4) New York City (Marvel) – switching universes doesn’t help too much. Now, in DC Metropolis has a problem with big baddies going to town (literally) to prove themselves against Superman. NYC has this problem times about 150. The Avengers and the Fantastic Four are both headquartered in NYC. Also, most reservist Avengers live in NYC and the X-men have headquarters close enough to drive to NYC for day trips. Dr. Strange (the on again, off again Sorcerer Supreme) lives in Greenwich Village. For a while (and perhaps again, I’m not sure), Luke Cage and Iron Fist ran a company called “Heroes for Hire,” which did exactly what you think with that name. Such a high concentration of superheroes make it virtually guaranteed there will be some kind of supervillain attack and/or alien invasion and/or magic invasion. Or Mr. Fantastic’s latest invention will go horribly wrong.

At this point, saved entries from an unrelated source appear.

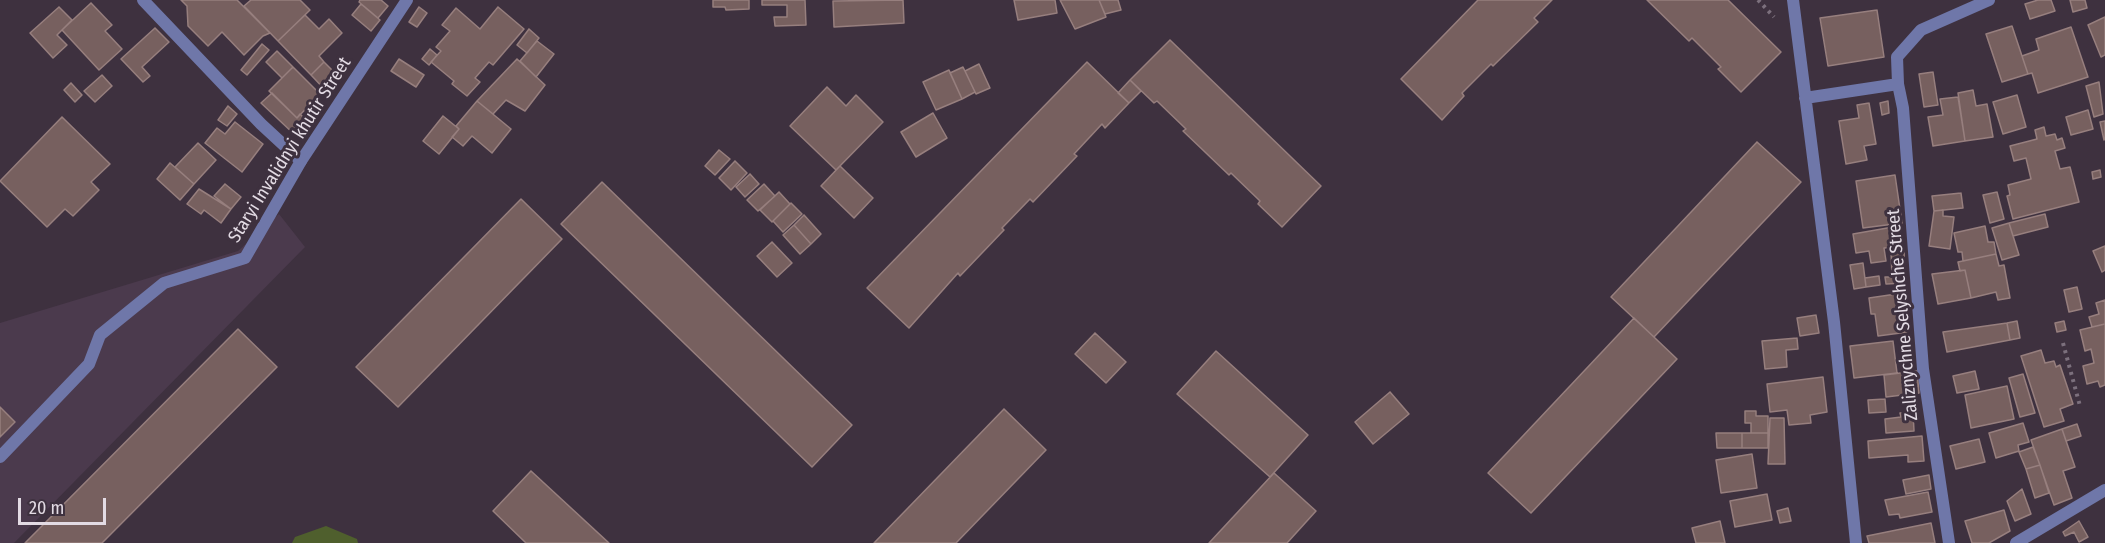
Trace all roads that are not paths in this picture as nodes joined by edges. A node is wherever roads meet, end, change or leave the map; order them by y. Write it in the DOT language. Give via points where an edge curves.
graph roads {
  1 [pos="143,0"];
  2 [pos="407,0"];
  3 [pos="1792,0"];
  4 [pos="1989,0"];
  5 [pos="1898,84"];
  6 [pos="1805,98"];
  7 [pos="301,161"];
  8 [pos="0,458"];
  9 [pos="2105,490"];
  10 [pos="1856,543"];
  11 [pos="1949,543"];
  12 [pos="2016,543"];
  1 -- 7 [label="street"];
  2 -- 7 [label="street, Staryi Invalidnyi khutir Street"];
  3 -- 6 [label="street"];
  4 -- 5 [label="street, Zaliznychne Selyshche Street" via="1922,30 1897,57"];
  5 -- 6 [label="street"];
  5 -- 11 [label="street, Zaliznychne Selyshche Street" via="1923,369"];
  6 -- 10 [label="street" via="1834,322"];
  7 -- 8 [label="street, Staryi Invalidnyi khutir Street" via="245,258 164,283 100,335 89,364"];
  9 -- 12 [label="street"];
}
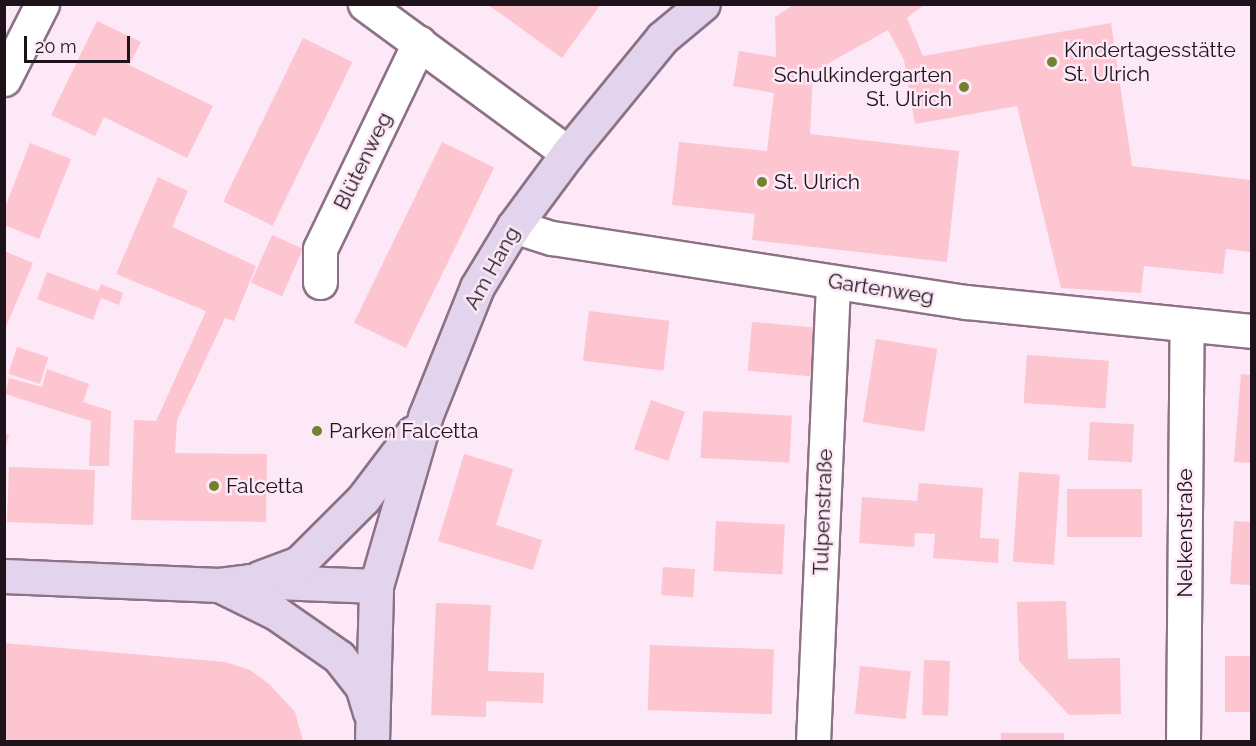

And like Gotham City, despite the very high concentration of superheroes, the crime rate in NYC doesn’t seem to be improving. Daredevil spends most his time patrolling Hell’s Kitchen and Spider-man covers a lot of the rest of the city. The presence of Heroes for Hire didn’t seem to make a dent either. For me, NYC in Marvel has the most inexplicable in-context normalcy. Arkham is meant to be a horror town. So is Sunnydale, to some degree. Gotham City is supposed to be Dark and Edgy. But NYC is supposed to be pretty much the same bustling hub that it is in the real world, except, of course, all the bad things that happen. Insurance rates must be astronomical.
But hey, people have to live somewhere, right? But in some cases, they’d probably just be better off living somewhere else.